▶ WHAT IS NEEDED
Give back all the entries below. Omit none of them.
BEGIN GIVEN INFORMATION
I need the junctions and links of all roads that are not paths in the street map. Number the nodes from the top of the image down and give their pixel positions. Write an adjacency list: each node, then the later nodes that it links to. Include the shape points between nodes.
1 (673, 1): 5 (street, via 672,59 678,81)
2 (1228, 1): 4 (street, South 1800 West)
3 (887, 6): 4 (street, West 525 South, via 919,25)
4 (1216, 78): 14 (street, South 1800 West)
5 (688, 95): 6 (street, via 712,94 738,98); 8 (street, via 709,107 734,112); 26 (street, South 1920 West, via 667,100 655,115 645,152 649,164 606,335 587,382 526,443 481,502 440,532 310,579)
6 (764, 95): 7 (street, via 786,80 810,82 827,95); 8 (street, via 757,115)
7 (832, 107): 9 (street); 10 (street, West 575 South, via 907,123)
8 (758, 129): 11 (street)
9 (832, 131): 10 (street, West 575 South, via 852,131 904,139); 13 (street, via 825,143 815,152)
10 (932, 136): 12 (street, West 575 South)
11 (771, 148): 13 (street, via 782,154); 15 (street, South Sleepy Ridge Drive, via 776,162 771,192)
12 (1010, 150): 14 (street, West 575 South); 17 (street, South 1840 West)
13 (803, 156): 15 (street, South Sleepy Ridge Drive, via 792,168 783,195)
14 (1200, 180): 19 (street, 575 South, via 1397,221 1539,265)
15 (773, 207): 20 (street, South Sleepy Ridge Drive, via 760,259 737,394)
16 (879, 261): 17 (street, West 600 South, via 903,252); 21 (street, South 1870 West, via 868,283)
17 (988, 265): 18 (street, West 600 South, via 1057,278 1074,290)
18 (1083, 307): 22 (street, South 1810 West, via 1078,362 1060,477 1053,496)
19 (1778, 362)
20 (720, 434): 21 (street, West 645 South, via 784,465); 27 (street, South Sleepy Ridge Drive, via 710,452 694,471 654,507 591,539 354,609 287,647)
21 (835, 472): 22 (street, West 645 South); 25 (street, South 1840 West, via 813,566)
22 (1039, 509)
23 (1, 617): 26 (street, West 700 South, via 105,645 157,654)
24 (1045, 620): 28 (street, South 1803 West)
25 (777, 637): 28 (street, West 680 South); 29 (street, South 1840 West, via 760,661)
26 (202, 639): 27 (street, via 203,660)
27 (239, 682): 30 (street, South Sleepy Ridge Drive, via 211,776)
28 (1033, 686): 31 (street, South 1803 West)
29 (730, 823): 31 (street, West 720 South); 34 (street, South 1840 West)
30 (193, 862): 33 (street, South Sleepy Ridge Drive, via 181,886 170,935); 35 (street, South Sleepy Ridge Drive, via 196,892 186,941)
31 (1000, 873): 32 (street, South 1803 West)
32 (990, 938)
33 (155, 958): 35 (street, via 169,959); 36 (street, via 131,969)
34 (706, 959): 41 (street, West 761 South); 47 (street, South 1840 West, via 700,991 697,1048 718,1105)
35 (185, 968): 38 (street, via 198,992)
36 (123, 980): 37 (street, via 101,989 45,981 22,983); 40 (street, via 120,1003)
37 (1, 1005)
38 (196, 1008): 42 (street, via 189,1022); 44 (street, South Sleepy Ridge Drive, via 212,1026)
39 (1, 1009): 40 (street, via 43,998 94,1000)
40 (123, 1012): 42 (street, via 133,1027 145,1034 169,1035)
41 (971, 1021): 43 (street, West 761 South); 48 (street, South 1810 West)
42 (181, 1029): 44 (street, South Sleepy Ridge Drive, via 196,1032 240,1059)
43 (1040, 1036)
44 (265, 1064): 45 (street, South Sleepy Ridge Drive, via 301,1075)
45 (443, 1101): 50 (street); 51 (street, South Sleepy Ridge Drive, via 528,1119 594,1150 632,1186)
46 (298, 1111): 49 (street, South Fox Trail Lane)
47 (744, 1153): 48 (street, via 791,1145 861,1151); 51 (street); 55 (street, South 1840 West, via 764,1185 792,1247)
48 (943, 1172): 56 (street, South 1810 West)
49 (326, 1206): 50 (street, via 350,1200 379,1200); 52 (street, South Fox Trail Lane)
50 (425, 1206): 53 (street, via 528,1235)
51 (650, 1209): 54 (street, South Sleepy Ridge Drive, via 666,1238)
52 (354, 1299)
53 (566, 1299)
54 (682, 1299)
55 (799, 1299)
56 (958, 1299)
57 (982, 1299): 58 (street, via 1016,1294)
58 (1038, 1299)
END GIVEN INFORMATION
▶ RESPONSE AREA
I need the junctions and links of all roads that are not paths in the street map. Number the nodes from the top of the image down and give their pixel positions. Write an adjacency list: each node, then the later nodes that it links to. Include the shape points between nodes.
1 (673, 1): 5 (street, via 672,59 678,81)
2 (1228, 1): 4 (street, South 1800 West)
3 (887, 6): 4 (street, West 525 South, via 919,25)
4 (1216, 78): 14 (street, South 1800 West)
5 (688, 95): 6 (street, via 712,94 738,98); 8 (street, via 709,107 734,112); 26 (street, South 1920 West, via 667,100 655,115 645,152 649,164 606,335 587,382 526,443 481,502 440,532 310,579)
6 (764, 95): 7 (street, via 786,80 810,82 827,95); 8 (street, via 757,115)
7 (832, 107): 9 (street); 10 (street, West 575 South, via 907,123)
8 (758, 129): 11 (street)
9 (832, 131): 10 (street, West 575 South, via 852,131 904,139); 13 (street, via 825,143 815,152)
10 (932, 136): 12 (street, West 575 South)
11 (771, 148): 13 (street, via 782,154); 15 (street, South Sleepy Ridge Drive, via 776,162 771,192)
12 (1010, 150): 14 (street, West 575 South); 17 (street, South 1840 West)
13 (803, 156): 15 (street, South Sleepy Ridge Drive, via 792,168 783,195)
14 (1200, 180): 19 (street, 575 South, via 1397,221 1539,265)
15 (773, 207): 20 (street, South Sleepy Ridge Drive, via 760,259 737,394)
16 (879, 261): 17 (street, West 600 South, via 903,252); 21 (street, South 1870 West, via 868,283)
17 (988, 265): 18 (street, West 600 South, via 1057,278 1074,290)
18 (1083, 307): 22 (street, South 1810 West, via 1078,362 1060,477 1053,496)
19 (1778, 362)
20 (720, 434): 21 (street, West 645 South, via 784,465); 27 (street, South Sleepy Ridge Drive, via 710,452 694,471 654,507 591,539 354,609 287,647)
21 (835, 472): 22 (street, West 645 South); 25 (street, South 1840 West, via 813,566)
22 (1039, 509)
23 (1, 617): 26 (street, West 700 South, via 105,645 157,654)
24 (1045, 620): 28 (street, South 1803 West)
25 (777, 637): 28 (street, West 680 South); 29 (street, South 1840 West, via 760,661)
26 (202, 639): 27 (street, via 203,660)
27 (239, 682): 30 (street, South Sleepy Ridge Drive, via 211,776)
28 (1033, 686): 31 (street, South 1803 West)
29 (730, 823): 31 (street, West 720 South); 34 (street, South 1840 West)
30 (193, 862): 33 (street, South Sleepy Ridge Drive, via 181,886 170,935); 35 (street, South Sleepy Ridge Drive, via 196,892 186,941)
31 (1000, 873): 32 (street, South 1803 West)
32 (990, 938)
33 (155, 958): 35 (street, via 169,959); 36 (street, via 131,969)
34 (706, 959): 41 (street, West 761 South); 47 (street, South 1840 West, via 700,991 697,1048 718,1105)
35 (185, 968): 38 (street, via 198,992)
36 (123, 980): 37 (street, via 101,989 45,981 22,983); 40 (street, via 120,1003)
37 (1, 1005)
38 (196, 1008): 42 (street, via 189,1022); 44 (street, South Sleepy Ridge Drive, via 212,1026)
39 (1, 1009): 40 (street, via 43,998 94,1000)
40 (123, 1012): 42 (street, via 133,1027 145,1034 169,1035)
41 (971, 1021): 43 (street, West 761 South); 48 (street, South 1810 West)
42 (181, 1029): 44 (street, South Sleepy Ridge Drive, via 196,1032 240,1059)
43 (1040, 1036)
44 (265, 1064): 45 (street, South Sleepy Ridge Drive, via 301,1075)
45 (443, 1101): 50 (street); 51 (street, South Sleepy Ridge Drive, via 528,1119 594,1150 632,1186)
46 (298, 1111): 49 (street, South Fox Trail Lane)
47 (744, 1153): 48 (street, via 791,1145 861,1151); 51 (street); 55 (street, South 1840 West, via 764,1185 792,1247)
48 (943, 1172): 56 (street, South 1810 West)
49 (326, 1206): 50 (street, via 350,1200 379,1200); 52 (street, South Fox Trail Lane)
50 (425, 1206): 53 (street, via 528,1235)
51 (650, 1209): 54 (street, South Sleepy Ridge Drive, via 666,1238)
52 (354, 1299)
53 (566, 1299)
54 (682, 1299)
55 (799, 1299)
56 (958, 1299)
57 (982, 1299): 58 (street, via 1016,1294)
58 (1038, 1299)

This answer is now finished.